I just completed Computing for Data Analysis on Coursera. The course is brief introduction to R programming language. R has been around for years but is gaining much attention recently due to *Big Data* and *Data Science* trends. I had an idea about R and the course offered a wonderful opportunity to learn in a systematic manner. So for some more practice and a bit of fun (ok, I admit, more for fun than practice), I decided to implement ‘Sieve of Eratosthenes’ in R and SQL and see which one is faster (because that’s what you do on a lazy Saturday!!) This is a method to find primes up to a given number. The R code looks like this.

getPrimeNumTilln <- function(n) {

# a holds a sequence of numbers from 2 to n

a <- c(2:n)

# we start from 2 since it is the beginning of prime numbers,

# it is also the loop varibale

l <- 2

# r this vector holds the results

r <- c()

#while the square of loop variable is less than n

while (l*l < n) {

# the prime number is the first element in vector a

# for e.g. in first iteration it will be 2

r <- c(r,a[1])

# remove elements from a which are multiples of l

# for e.g. in first iteration it will remove 2,4,6,8…

a <- a[-(which(a %% l ==0))]

# the loop varibale if the first variable in remaining a

# for e.g after first iteration, it will be 3, then 5 (since 4 has been removed)…

l <- a[1]

}

# the result is r and all the remaining elements in a

c(r,a)

}

And the SQL code looks like this.

DECLARE @maxnum INT = 1000 /* The number under which you want to find primes*/

DECLARE @l INT = 2 /* Beginning of prime numbers */

DECLARE @table TABLE (a INT NOT NULL PRIMARY KEY) /* Holding table*/

;WITH ct /* Generate the sequence of numbers*/

AS (

SELECT 2 AS id

UNION ALL

SELECT id + 1

FROM ct

WHERE id < @maxnum

)

INSERT INTO @table

SELECT id

FROM ct

OPTION (MAXRECURSION 0)

WHILE (@l * @l < @maxnum)

BEGIN

/*remove records which are divisible by l*/

DELETE

FROM @table

WHERE a != @l

AND (a % @l) = 0

/* the first remaining number is the prime number */

SELECT @l = MIN(a)

FROM @table

WHERE a > @l

END

SELECT COUNT(*)

FROM @table

Now, I am no expert in either maths or algorithms but that looks neat.

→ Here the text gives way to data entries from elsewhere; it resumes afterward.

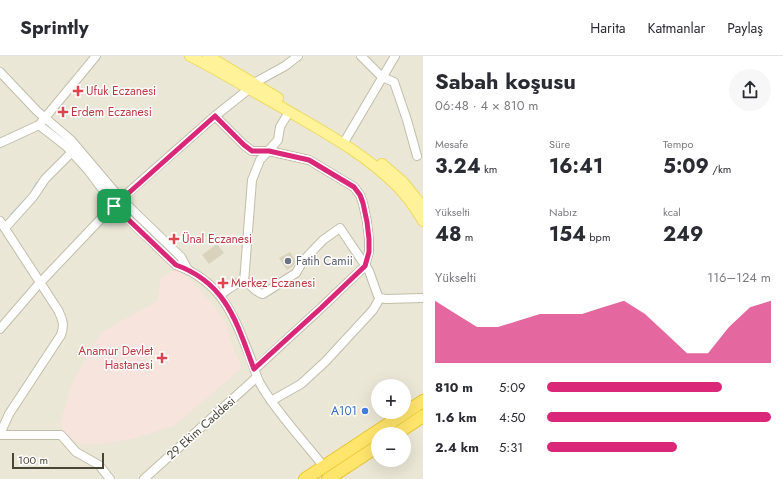 <!DOCTYPE html>
<html lang="tr">
<head>
<meta charset="utf-8">
<style>
	:root { --surface:#fff; --page:#f7f7f7; --text:#2b2b33; --muted:#7c7c81; --line:#e1e1e2; --accent:#db2777 }
	body { margin:0; font-family:Jost,sans-serif; background:var(--page); color:var(--text); height:100vh; display:flex; flex-direction:column; font-size:15px; white-space:nowrap }
	* { box-sizing:border-box; margin:0 }
	p { font-size:13px; color:var(--muted) }
	.icon { flex:none; width:22px; height:22px; fill:none; stroke:currentColor; stroke-width:2; stroke-linecap:round; stroke-linejoin:round }
	.map { position:relative; flex:1; overflow:hidden }
	.panel { display:flex; flex-direction:column; background:var(--surface); width:360px }
	.panel>* { flex:none }
	.fabs { position:absolute; left:371px; top:323px; display:grid; gap:8px }
	.fabs a { display:grid; place-items:center; width:40px; height:40px; border-radius:50%; background:var(--surface); box-shadow:0 4px 16px #0002; font-size:20px }
	.scale { position:absolute; left:12px; bottom:10px; width:92px; box-sizing:border-box; padding-left:4px; border:2px solid #4a4636; border-top:0; font-size:11px; line-height:14px; white-space:nowrap; color:#4a4636; -webkit-text-stroke:3px #fff; paint-order:stroke }
	.pin { position:absolute; display:grid; place-items:center; width:34px; height:34px; color:#fff; margin:-17px; border-radius:8px; box-shadow:0 2px 6px #0006 }
	.round { display:grid; place-items:center; flex:none; width:42px; height:42px; border-radius:21px; background:var(--page) }
	.overview { display:flex; align-items:center; justify-content:space-between; height:68px; padding:0 12px }
	h1 { font-size:22px; font-weight:700; line-height:30px }
	.metrics { display:grid; grid-template-columns:repeat(3,1fr); gap:6px; height:68px; padding:4px 12px }
	.metrics div { display:grid; align-content:center }
	.metrics b { font-size:20px; font-weight:700 }
	.metrics small { font-size:11px; font-weight:400 }
	.metrics p { font-size:11px }
	.chart { height:112px; padding:8px 12px }
	.chart p { display:flex; justify-content:space-between }
	.chart svg { width:100%; height:72px; margin-top:4px; fill:var(--accent); opacity:.7 }
	ul { padding:0 12px; list-style:none; font-size:13px }
	li { display:grid; grid-template-columns:64px 48px 1fr; align-items:center; height:30px }
	li i { height:10px; border-radius:5px; background:var(--accent) }
	header { display:flex; align-items:center; gap:24px; box-sizing:border-box; height:56px; padding:0 20px; background:var(--surface); border-bottom:1px solid var(--line) }
	header strong { font-size:19px }
	nav { display:flex; gap:22px; margin-inline-start:auto; font-size:14px }
	main { display:flex; flex:1; min-height:0 }
	.map>svg:first-child { display:block }
	.residential { fill:#eae7d6; fill-rule:evenodd }
	.medical { fill:#f7e4dc }
	.lines { fill:none; stroke-linecap:round; stroke-linejoin:round }
	.stream { stroke:#a1c6f7; stroke-width:2 }
	.building { fill:#d9d2bd }
	.minor-casing { stroke:#c2beaa; stroke-width:10 }
	.major-casing { stroke:#efda5e; stroke-width:12 }
	.highway-casing { stroke:#ebc32d; stroke-width:14 }
	.minor { stroke:#fff; stroke-width:8 }
	.major { stroke:#fff299; stroke-width:10 }
	.highway { stroke:#ffe56b; stroke-width:12 }
	.route-casing { stroke:#fff; stroke-width:8 }
	.route { stroke:#db2777; stroke-width:5 }
	.health-dot { fill:#e0444e; stroke:#fff; stroke-width:1.5 }
	.worship-dot { fill:#6b7280; stroke:#fff; stroke-width:1.5 }
	.shop-dot { fill:#3f7fe0; stroke:#fff; stroke-width:1.5 }
	.labels { text-anchor:middle; dominant-baseline:central; stroke-width:3; stroke-linejoin:round; paint-order:stroke }
	.health-label { font-size:12px; fill:#be3a42; stroke:#fff; text-anchor:start }
	.worship-label { font-size:12px; fill:#5b616d; stroke:#fff; text-anchor:start }
	.shop-label { font-size:12px; fill:#366cbe; stroke:#fff; text-anchor:end }
	.street-label { font-size:12px; fill:#4a4636; stroke:#fff }
</style>
</head>
<body>
<header>
<strong>Sprintly</strong>
<nav><a>Harita</a><a>Katmanlar</a><a>Paylaş</a></nav>
</header>
<main>
<div class="map">
<svg width="423" height="423" viewBox="0 0 423 423">
	<rect width="100%" height="100%" fill="#f6f4e9"/>
	<path class="residential" d="M0,0H423V423H0ZM378,330H404V356H378ZM378,378H404V404H378Z"/>
	<path class="medical" d="M179,213L189,222L216,252L227,270L233,291L242,312L175,369L132,383L107,387L86,389L77,386L66,378L60,368L72,328L91,292L102,276L157,245L161,221Z"/>
	<g class="lines">
		<g class="stream">
			<path d="M33,134L37,127"/>
			<path d="M11,159L28,141"/>
		</g>
	</g>
	<g class="building">
		<path d="M217,188L224,197L209,208L202,199Z"/>
		<path d="M290,196L296,206L293,210L287,214L279,202Z"/>
	</g>
	<g class="lines">
		<defs>
			<g id="minor">
				<path d="M361,0L382,21L394,26L407,64L417,100"/>
				<path d="M0,16L37,55L71,84L121,143L181,201L188,214"/>
				<path d="M215,60L244,89L252,95H269L309,104L354,131L360,139L363,147L367,166L369,183V196L365,210"/>
				<path d="M39,69L66,90L88,114L114,149L176,209C223,226 234,261 251,303C254,311 256,321 261,329C276,356 304,385 324,411"/>
				<path d="M346,83L395,0"/>
				<path d="M0,87L39,69L96,0"/>
				<path d="M0,165L58,254C62,263 65,268 61,279L9,358L0,378"/>
				<path d="M5,172L33,141L45,123L72,96"/>
				<path d="M244,226L252,124L260,104L278,84L280,71L289,56"/>
				<path d="M220,239C228,234 242,220 250,229C254,233 257,237 263,238L296,217L303,205L323,184L340,172L369,215L378,240L380,242L386,243L423,242"/>
				<path d="M0,273L37,230L114,149L215,60L249,33L254,27L285,10L298,0"/>
				<path d="M255,313L321,252L365,210"/>
				<path d="M271,345L301,328L325,306L373,254L380,242"/>
				<path d="M0,379H61L76,396L99,409L110,423"/>
				<path d="M144,423L257,321"/>
			</g>
			<g id="major">
				<path d="M190,0C222,16 252,35 283,52C322,75 366,98 398,131C408,141 416,153 423,165"/>
				<path d="M208,0L278,42"/>
				<path d="M382,108L403,126L423,151"/>
			</g>
			<g id="highway">
				<path d="M396,378L423,360"/>
				<path d="M305,423L423,345"/>
				<path d="M328,423L378,390"/>
			</g>
		</defs>
		<use href="#minor" class="minor-casing"/>
		<use href="#major" class="major-casing"/>
		<use href="#highway" class="highway-casing"/>
		<use href="#minor" class="minor"/>
		<use href="#major" class="major"/>
		<use href="#highway" class="highway"/>
	</g>
	<g class="lines">
		<defs>
			<path id="route" d="M215,60L244,89L252,95H269L309,104L354,131L360,139L363,147L367,166L369,183V196L365,210L321,252L254,313C237,268 227,227 176,209L114,150Z"/>
		</defs>
		<use href="#route" class="route-casing"/>
		<use href="#route" class="route"/>
	</g>
	<g class="health-dot">
		<path d="M76 29h4v4h4v4h-4v4h-4v-4h-4v-4h4z"/>
		<path d="M61 50h4v4h4v4h-4v4h-4v-4h-4v-4h4z"/>
		<path d="M172 177h4v4h4v4h-4v4h-4v-4h-4v-4h4z"/>
		<path d="M221 221h4v4h4v4h-4v4h-4v-4h-4v-4h4z"/>
		<path d="M160 296h4v4h4v4h-4v4h-4v-4h-4v-4h4z"/>
	</g>
	<circle class="worship-dot" cx="288" cy="205" r="4"/>
	<circle class="shop-dot" cx="365" cy="355" r="4"/>
	<g class="labels">
		<g class="health-label">
			<text x="86" y="35">Ufuk Eczanesi</text>
			<text x="71" y="56">Erdem Eczanesi</text>
			<text x="182" y="183">Ünal Eczanesi</text>
			<text x="231" y="227">Merkez Eczanesi</text>
			<text x="153" y="295" text-anchor="end">Anamur Devlet<tspan x="153" dy="14">Hastanesi</tspan></text>
		</g>
		<g class="worship-label">
			<text x="296" y="205">Fatih Camii</text>
		</g>
		<g class="shop-label">
			<text x="357" y="355">A101</text>
		</g>
		<g class="street-label">
			<text transform="translate(201 372) rotate(-42)">29 Ekim Caddesi</text>
		</g>
	</g>
</svg>
<div class="fabs">
<a>+</a>
<a>−</a>
</div>
<div class="scale">100 m</div>
<div class="pin" style="left:114px;top:150px;background:#1e9e55"><svg class="icon" aria-label="arrive" viewBox="0 0 24 24"><path d="M6 21V4h12l-3 4 3 4H6"/></svg></div>
</div>
<section class="panel">
<div class="overview"><div><h1>Sabah koşusu</h1><p>06:48 · 4 × 810 m</p></div><a class="round"><svg class="icon" aria-label="share" viewBox="0 0 24 24"><path d="M12 15V3M7 8l5-5 5 5M5 13v7h14v-7"/></svg></a></div>
<div class="metrics">
<div><p>Mesafe</p><b>3.24<small> km</small></b></div>
<div><p>Süre</p><b>16:41</b></div>
<div><p>Tempo</p><b>5:09<small> /km</small></b></div>
</div>
<div class="metrics">
<div><p>Yükselti</p><b>48<small> m</small></b></div>
<div><p>Nabız</p><b>154<small> bpm</small></b></div>
<div><p>kcal</p><b>249</b></div>
</div>
<div class="chart"><p><span>Yükselti</span>116–124 m</p>
<svg viewBox="0 0 160 44" preserveAspectRatio="none"><path d="M0 44V6L10 14L20 22L30 22L40 18L50 14L60 14L70 14L80 10L90 6L100 14L110 26L120 38L130 38L140 22L150 10L160 6V44z"/></svg>
</div>
<ul>
<li><b>810 m</b>5:09<i style="width:78%"></i></li>
<li><b>1.6 km</b>4:50<i style="width:100%"></i></li>
<li><b>2.4 km</b>5:31<i style="width:58%"></i></li>
</ul>
</section>
</main>
</body>
</html>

To validate that the results are right, I ran it to check how many prime numbers are under 1000000 and both returned 78948. Wolfram Alpha seems to agree.

For smaller *n *up to 10k, the results are comparable; they are in milliseconds. Above that,however,R seems to have an upper hand.

n | R | SQL |

100000 | 0.02 | 1.72 |

1000000 | 0.56 | 19.00 |

10000000 | 11.25 | 246.21 |

Please note that the time is in seconds. The difference is quite stark especially for large n. R is killing SQL.

A few observations on SQL side are

- A significant time is being spent on generating sequence. With SQL Server 2012 Sequences, we might be able improve time.
- The delete operation is quite slow as we all know. I tried replacing it with update but that made it worse.

I know that there are many improvements that can be made to this but I am happy with my little testing. As usual comments are always welcome.

Hi Swanand,

As you say, the heaviest weight tied to your SQL performance is the sequence generating part. Try this instead and maybe then re-compare your SQL and R solutions.

WITH

L0 AS(SELECT 1 AS c UNION ALL SELECT 1),

L1 AS(SELECT 1 AS c FROM L0 AS A CROSS JOIN L0 AS B),

L2 AS(SELECT 1 AS c FROM L1 AS A CROSS JOIN L1 AS B),

L3 AS(SELECT 1 AS c FROM L2 AS A CROSS JOIN L2 AS B),

L4 AS(SELECT 1 AS c FROM L3 AS A CROSS JOIN L3 AS B),

L5 AS(SELECT 1 AS c FROM L4 AS A CROSS JOIN L4 AS B),

Nums AS(SELECT ROW_NUMBER() OVER(ORDER BY (SELECT NULL)) AS n FROM L5)

SELECT TOP (@maxnum) n FROM Nums ORDER BY n;